An engine and part of an engine were reportedly found days later at 800 yards and "a significant distance" from the crash site.
And then they changed their story to just finding an engine fan in the pond.
Originally posted by ThroatYogurt
reply to post by Agit8dChop
Why does this get rehashed over and over. Does anyone know how to read?
The debris field that extended far beyond the impact point was of LIGHT MATERIALS !!! Papers etc:
For the first two or three days, Marshall walked the surrounding countryside looking for airplane parts.
"I found a lot of parts," said Marshall, who was awarded a 2000 Law Enforcement Agency Directors award for identifying a man nearly four years after he was found murdered.
"The biggest part I found was one of the plane's engines. It was about 600 yards from the crash site itself. I think they took it out with a winch on a bulldozer."
web.archive.org...:/www.sharon-herald.com/localnews/recentnews/0110/ln100801c.html
While the FBI and other authorities have said the plane was mostly obliterated by the 500 mph impact, they also said a 1,000-pound piece of one of the engines was found "a considerable distance" from the crater in the wide open spaces of the Svonavec Coal Co.
archive.southcoasttoday.com...
Jeff Reinbold, the National Park Service representative responsible for the Flight 93 National Memorial, confirms the direction and distance from the crash site to the basin: just over 300 yards south, which means the fan landed in the direction the jet was traveling. "It's not unusual for an engine to move or tumble across the ground," says Michael K. Hynes, an airline accident expert who investigated the crash of TWA Flight 800 out of New York City in 1996. "When you have very high velocities, 500 mph or more," Hynes says, "you are talking about 700 to 800 ft. per second.
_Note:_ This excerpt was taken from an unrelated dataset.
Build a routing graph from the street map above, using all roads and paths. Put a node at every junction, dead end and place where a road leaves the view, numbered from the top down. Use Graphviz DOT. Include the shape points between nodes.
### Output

For something to hit the ground with that kind of energy, it would only take a few seconds to bounce up and travel 300 yards."
Robert Sherman, a conventional weapons expert with the Federation of American Scientists who worked for the state department as former executive director of the Arms Control and Non-Proliferation Advisory Board, and also wrote extensively about F-16s and Sidewinder missiles, looked at the missile theories on flight93crash.com and deemed it "the usual paranoid crap."
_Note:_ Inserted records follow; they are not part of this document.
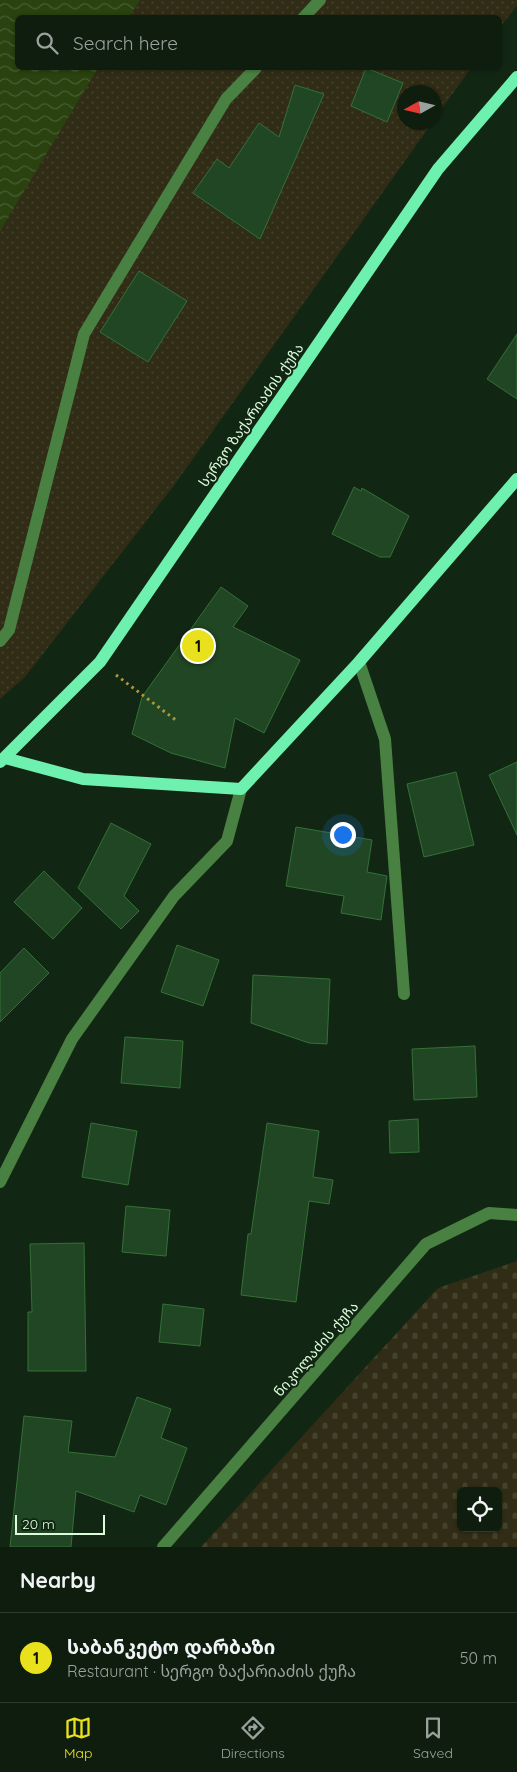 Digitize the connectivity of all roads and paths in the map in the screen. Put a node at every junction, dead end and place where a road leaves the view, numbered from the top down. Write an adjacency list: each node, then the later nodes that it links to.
1 (320, 0): 2 (street)
2 (306, 15)
3 (254, 70): 6 (street)
4 (517, 78): 10 (main road, სერგო ზაქარიაძის ქუჩა)
5 (517, 479): 7 (main road)
6 (0, 641)
7 (359, 662): 11 (main road); 12 (street)
8 (136, 691): 9 (path)
9 (177, 721)
10 (3, 760): 11 (main road)
11 (242, 789): 13 (street)
12 (404, 994)
13 (0, 1182)
14 (517, 1215): 15 (street, ნიკოლაძის ქუჩა)
15 (163, 1547)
"There was nothing there that gets me very worked up," he says. "Maybe [the plane] did break up. A crash is not a sanitary event. By definition, the uncontrolled impact of an airplane does strange things."
Sherman said that if a missile had hit Flight 93, there would have been more evidence. "If a Sidewinder had hit it, there would have been pieces of the fan or the fuselage in a larger area," he says. "If the engine breaks up, then the fan blades are going to come off like bullets. Pieces of the wing and fuselage would be all over the place."
Many of the residents in Shanksville, including the mayor, believe UA 93 was shot down.
The debris would be localized (less than a mile) if it just crashed.
One [flight 427] witness stated that he heard the sound of the crash while he was playing golf about 2 miles east-northeast of the accident site; about 2 minutes later, he observed blackened insulation falling onto the golf course. The insulation, business card, and sections of the airplane’s cargo liner were sent to Safety Board and Federal Bureau of Investigation (FBI) laboratories for examination, which revealed no evidence of explosive residue. wtc7lies.googlepages.com
(bolding added)
With almost all of Flight 93 supposedly recovered, there should be a lot of plane debris identified coming from a United Airlines plane.
Your 1st challenge:
Find at least ONE MORE piece of plane debris from the Shanksville scene that can be identified as coming from a United Airlines plane.
Originally posted by blackcube
I am just wondering where are the corpses =P
If the plain crash in the air, or other place, dont matter, where are the corpses?
Originally posted by im_being_censored
According to officials, 95% of United Airlines Flight 93 was recovered at Shanksville.
At a news conference, FBI agent Bill Crowley said that the field near Shanksville, Somerset County, has been turned over to the county coroner and that 95 percent of the plane found at the site has been turned over to United Airlines.